● **Exercise aim**
From the listing below, output only the lines starting at the line that has "Road topology of the" and ending at the line that has "Road topology of this", exactly as they appear, ends included.

● **Data shown**
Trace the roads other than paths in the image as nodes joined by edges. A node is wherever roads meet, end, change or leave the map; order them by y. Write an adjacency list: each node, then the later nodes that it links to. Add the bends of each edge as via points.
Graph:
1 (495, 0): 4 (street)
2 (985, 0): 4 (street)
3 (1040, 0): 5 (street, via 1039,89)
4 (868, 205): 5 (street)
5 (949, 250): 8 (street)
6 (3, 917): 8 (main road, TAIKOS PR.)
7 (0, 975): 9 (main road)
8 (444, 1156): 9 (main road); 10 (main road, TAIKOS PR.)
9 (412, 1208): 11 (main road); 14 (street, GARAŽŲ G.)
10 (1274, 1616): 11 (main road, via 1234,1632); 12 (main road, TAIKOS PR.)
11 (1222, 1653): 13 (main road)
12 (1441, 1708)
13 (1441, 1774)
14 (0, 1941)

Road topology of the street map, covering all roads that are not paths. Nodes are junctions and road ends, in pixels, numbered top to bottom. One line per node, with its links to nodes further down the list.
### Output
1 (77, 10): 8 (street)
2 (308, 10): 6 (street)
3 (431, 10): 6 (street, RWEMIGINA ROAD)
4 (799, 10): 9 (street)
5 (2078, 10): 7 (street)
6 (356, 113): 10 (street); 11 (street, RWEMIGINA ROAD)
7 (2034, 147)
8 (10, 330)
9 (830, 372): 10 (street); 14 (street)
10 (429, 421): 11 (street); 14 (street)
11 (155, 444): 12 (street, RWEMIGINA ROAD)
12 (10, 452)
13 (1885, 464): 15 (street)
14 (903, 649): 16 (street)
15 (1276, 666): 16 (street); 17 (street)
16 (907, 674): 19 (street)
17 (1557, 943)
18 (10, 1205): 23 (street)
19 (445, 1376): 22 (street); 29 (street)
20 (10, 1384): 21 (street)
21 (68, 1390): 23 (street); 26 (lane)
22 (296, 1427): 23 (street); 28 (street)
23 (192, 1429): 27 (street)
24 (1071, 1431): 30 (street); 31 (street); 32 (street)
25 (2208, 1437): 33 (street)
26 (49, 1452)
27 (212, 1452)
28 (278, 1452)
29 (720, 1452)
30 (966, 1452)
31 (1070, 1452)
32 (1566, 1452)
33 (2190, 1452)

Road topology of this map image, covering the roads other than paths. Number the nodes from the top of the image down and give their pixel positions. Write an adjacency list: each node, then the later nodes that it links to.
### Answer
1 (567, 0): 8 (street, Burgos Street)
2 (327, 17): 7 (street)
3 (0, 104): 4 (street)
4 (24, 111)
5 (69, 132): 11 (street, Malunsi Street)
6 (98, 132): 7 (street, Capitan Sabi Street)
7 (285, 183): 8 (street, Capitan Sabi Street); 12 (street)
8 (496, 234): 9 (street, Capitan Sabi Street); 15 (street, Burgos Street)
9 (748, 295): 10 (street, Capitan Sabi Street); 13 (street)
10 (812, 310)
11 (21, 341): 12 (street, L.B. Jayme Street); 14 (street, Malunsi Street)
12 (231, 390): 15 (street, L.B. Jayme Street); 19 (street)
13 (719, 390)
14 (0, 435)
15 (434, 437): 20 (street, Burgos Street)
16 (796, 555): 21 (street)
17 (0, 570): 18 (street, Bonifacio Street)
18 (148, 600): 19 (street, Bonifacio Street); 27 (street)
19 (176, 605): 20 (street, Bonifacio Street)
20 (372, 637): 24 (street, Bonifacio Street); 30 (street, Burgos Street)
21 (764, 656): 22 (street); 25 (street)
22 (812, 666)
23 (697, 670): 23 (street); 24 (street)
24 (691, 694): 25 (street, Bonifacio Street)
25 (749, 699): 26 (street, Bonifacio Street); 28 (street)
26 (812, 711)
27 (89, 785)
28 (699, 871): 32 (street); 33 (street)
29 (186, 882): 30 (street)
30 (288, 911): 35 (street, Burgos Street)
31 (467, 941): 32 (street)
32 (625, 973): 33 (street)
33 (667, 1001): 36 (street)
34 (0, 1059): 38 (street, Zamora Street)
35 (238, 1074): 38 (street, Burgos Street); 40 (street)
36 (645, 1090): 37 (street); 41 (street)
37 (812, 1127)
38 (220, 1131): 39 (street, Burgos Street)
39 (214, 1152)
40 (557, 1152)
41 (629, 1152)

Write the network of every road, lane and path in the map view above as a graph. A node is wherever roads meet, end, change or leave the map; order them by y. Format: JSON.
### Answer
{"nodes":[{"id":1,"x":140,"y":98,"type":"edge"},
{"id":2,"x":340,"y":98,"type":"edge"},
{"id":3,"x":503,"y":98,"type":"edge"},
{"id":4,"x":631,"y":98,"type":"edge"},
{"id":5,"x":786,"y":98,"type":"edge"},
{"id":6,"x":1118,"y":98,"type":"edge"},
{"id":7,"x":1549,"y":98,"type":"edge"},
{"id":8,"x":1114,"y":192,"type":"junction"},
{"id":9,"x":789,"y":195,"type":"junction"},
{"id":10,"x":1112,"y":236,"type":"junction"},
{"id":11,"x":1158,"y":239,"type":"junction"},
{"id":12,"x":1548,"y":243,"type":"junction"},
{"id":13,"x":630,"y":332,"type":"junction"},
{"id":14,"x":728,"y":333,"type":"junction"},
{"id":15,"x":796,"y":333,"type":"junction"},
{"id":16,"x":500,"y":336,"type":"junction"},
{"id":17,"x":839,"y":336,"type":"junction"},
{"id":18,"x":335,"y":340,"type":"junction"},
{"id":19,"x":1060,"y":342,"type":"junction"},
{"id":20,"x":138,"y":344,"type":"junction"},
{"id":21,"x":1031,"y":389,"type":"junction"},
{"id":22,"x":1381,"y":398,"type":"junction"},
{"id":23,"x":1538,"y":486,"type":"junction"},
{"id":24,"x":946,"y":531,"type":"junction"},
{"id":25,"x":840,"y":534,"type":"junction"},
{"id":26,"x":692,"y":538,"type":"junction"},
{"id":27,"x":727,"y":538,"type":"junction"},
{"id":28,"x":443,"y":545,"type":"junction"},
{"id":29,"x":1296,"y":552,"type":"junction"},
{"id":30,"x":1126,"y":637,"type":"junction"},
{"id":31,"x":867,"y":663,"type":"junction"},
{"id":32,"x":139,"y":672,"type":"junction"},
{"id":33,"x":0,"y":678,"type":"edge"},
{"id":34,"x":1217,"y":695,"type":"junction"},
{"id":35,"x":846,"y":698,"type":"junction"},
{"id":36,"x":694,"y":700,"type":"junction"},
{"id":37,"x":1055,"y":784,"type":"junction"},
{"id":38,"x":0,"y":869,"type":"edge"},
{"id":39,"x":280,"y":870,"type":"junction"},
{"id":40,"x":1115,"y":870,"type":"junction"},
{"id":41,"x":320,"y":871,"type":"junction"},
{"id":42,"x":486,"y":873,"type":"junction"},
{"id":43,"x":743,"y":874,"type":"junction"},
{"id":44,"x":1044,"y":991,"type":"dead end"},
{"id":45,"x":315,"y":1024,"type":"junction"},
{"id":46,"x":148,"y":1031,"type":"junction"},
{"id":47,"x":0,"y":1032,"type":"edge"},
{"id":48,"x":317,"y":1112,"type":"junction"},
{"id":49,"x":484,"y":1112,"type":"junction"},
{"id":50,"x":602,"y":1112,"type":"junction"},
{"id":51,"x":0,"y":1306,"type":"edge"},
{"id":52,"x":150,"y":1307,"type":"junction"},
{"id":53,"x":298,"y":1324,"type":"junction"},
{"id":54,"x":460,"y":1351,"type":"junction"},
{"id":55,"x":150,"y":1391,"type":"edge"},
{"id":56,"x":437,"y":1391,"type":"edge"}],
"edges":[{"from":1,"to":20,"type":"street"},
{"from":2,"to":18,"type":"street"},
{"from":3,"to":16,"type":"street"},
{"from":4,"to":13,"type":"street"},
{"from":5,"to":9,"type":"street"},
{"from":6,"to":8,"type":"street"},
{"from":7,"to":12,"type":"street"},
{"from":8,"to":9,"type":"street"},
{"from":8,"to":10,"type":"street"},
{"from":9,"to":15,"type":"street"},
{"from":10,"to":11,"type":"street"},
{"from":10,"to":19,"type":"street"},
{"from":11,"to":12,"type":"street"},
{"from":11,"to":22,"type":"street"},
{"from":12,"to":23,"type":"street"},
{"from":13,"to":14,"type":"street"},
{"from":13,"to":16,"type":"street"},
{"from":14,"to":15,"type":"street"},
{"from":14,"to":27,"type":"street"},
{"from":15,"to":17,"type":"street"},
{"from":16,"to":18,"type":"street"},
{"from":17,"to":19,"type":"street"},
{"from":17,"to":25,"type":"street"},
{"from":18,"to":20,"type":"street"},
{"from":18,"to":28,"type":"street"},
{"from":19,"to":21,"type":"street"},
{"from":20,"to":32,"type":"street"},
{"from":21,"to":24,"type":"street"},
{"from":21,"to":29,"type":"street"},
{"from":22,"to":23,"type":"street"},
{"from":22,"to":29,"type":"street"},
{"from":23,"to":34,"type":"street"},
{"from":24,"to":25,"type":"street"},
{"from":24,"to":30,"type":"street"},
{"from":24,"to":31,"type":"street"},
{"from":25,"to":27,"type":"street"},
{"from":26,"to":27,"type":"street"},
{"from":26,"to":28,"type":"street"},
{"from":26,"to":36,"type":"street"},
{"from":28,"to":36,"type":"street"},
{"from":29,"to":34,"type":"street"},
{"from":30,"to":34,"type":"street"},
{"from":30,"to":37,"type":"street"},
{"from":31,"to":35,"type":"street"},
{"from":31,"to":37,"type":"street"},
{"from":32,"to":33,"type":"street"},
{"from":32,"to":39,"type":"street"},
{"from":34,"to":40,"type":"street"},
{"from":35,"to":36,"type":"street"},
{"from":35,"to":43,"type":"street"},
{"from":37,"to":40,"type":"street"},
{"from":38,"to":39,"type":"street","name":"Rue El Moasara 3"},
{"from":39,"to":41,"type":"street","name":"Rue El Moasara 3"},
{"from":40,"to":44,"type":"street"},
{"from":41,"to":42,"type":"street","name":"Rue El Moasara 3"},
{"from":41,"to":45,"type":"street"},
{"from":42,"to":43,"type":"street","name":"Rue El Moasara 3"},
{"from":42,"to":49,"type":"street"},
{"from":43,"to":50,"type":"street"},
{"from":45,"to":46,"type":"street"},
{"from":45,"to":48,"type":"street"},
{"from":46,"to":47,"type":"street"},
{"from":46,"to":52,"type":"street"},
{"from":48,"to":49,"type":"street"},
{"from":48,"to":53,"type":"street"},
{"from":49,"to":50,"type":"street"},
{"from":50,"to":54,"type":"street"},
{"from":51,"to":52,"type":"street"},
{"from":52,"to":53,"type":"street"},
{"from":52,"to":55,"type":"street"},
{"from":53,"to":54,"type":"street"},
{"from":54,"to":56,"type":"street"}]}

● **Reply**
Road topology of the street map, covering all roads that are not paths. Nodes are junctions and road ends, in pixels, numbered top to bottom. One line per node, with its links to nodes further down the list.
### Output
1 (77, 10): 8 (street)
2 (308, 10): 6 (street)
3 (431, 10): 6 (street, RWEMIGINA ROAD)
4 (799, 10): 9 (street)
5 (2078, 10): 7 (street)
6 (356, 113): 10 (street); 11 (street, RWEMIGINA ROAD)
7 (2034, 147)
8 (10, 330)
9 (830, 372): 10 (street); 14 (street)
10 (429, 421): 11 (street); 14 (street)
11 (155, 444): 12 (street, RWEMIGINA ROAD)
12 (10, 452)
13 (1885, 464): 15 (street)
14 (903, 649): 16 (street)
15 (1276, 666): 16 (street); 17 (street)
16 (907, 674): 19 (street)
17 (1557, 943)
18 (10, 1205): 23 (street)
19 (445, 1376): 22 (street); 29 (street)
20 (10, 1384): 21 (street)
21 (68, 1390): 23 (street); 26 (lane)
22 (296, 1427): 23 (street); 28 (street)
23 (192, 1429): 27 (street)
24 (1071, 1431): 30 (street); 31 (street); 32 (street)
25 (2208, 1437): 33 (street)
26 (49, 1452)
27 (212, 1452)
28 (278, 1452)
29 (720, 1452)
30 (966, 1452)
31 (1070, 1452)
32 (1566, 1452)
33 (2190, 1452)

Road topology of this map image, covering the roads other than paths. Number the nodes from the top of the image down and give their pixel positions. Write an adjacency list: each node, then the later nodes that it links to.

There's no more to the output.